*WHAT YOU ARE ASKED TO DO*. Lift out each line of the data that holds "graph".

(Collected data entries)
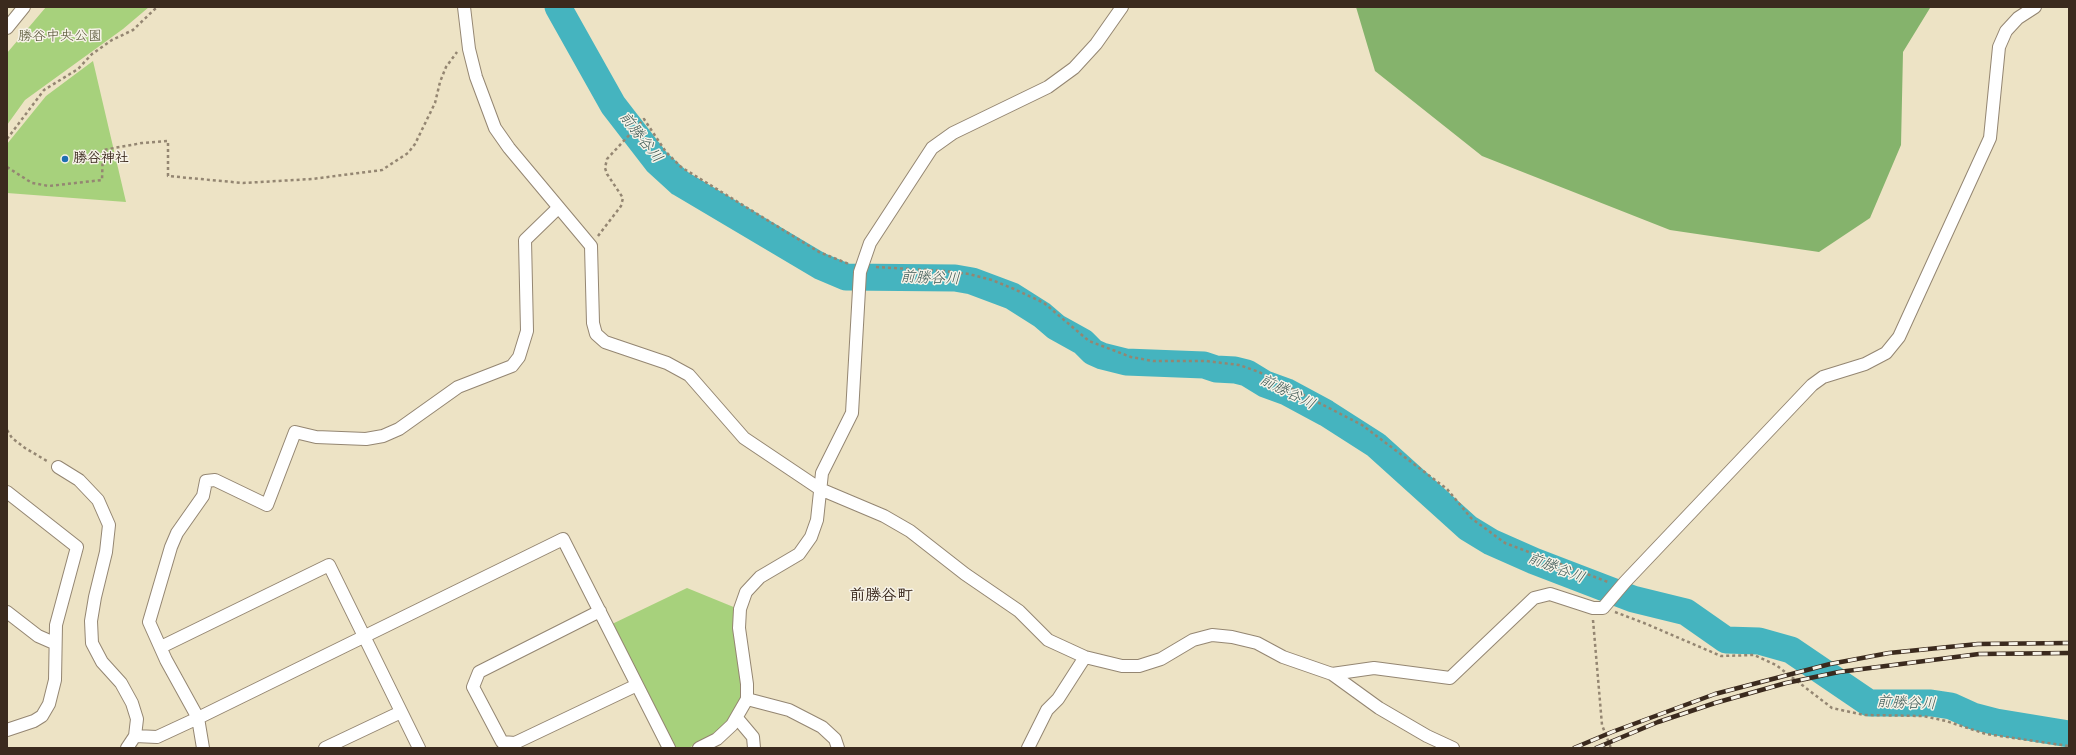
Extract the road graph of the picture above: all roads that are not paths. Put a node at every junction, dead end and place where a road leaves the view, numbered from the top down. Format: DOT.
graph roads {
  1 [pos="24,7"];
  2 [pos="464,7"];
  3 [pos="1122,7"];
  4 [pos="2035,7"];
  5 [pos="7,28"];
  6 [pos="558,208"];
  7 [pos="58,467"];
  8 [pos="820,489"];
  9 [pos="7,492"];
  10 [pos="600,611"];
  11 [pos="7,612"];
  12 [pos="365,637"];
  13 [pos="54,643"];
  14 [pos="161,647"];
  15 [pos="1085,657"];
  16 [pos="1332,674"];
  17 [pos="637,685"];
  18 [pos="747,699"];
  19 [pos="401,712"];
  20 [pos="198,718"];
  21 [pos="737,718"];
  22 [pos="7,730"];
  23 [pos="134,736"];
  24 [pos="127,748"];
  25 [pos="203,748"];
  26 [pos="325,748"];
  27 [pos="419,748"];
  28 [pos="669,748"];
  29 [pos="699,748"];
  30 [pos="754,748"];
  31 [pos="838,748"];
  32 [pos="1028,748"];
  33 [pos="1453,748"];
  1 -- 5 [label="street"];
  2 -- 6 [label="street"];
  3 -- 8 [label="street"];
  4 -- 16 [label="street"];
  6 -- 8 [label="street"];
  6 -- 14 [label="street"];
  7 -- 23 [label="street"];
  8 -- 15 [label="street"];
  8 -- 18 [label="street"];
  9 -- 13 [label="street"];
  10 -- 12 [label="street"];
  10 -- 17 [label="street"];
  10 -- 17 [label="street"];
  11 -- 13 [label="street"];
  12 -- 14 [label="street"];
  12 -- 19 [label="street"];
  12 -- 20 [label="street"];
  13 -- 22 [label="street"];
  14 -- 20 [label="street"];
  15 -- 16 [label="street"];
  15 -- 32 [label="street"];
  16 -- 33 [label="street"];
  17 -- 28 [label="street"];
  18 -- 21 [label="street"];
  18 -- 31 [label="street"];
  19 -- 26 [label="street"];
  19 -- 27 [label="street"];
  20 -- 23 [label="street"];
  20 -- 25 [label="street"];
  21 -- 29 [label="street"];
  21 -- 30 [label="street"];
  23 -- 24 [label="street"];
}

*ANSWER TO THIS TASK*.
Extract the road graph of the picture above: all roads that are not paths. Put a node at every junction, dead end and place where a road leaves the view, numbered from the top down. Format: DOT.
graph roads {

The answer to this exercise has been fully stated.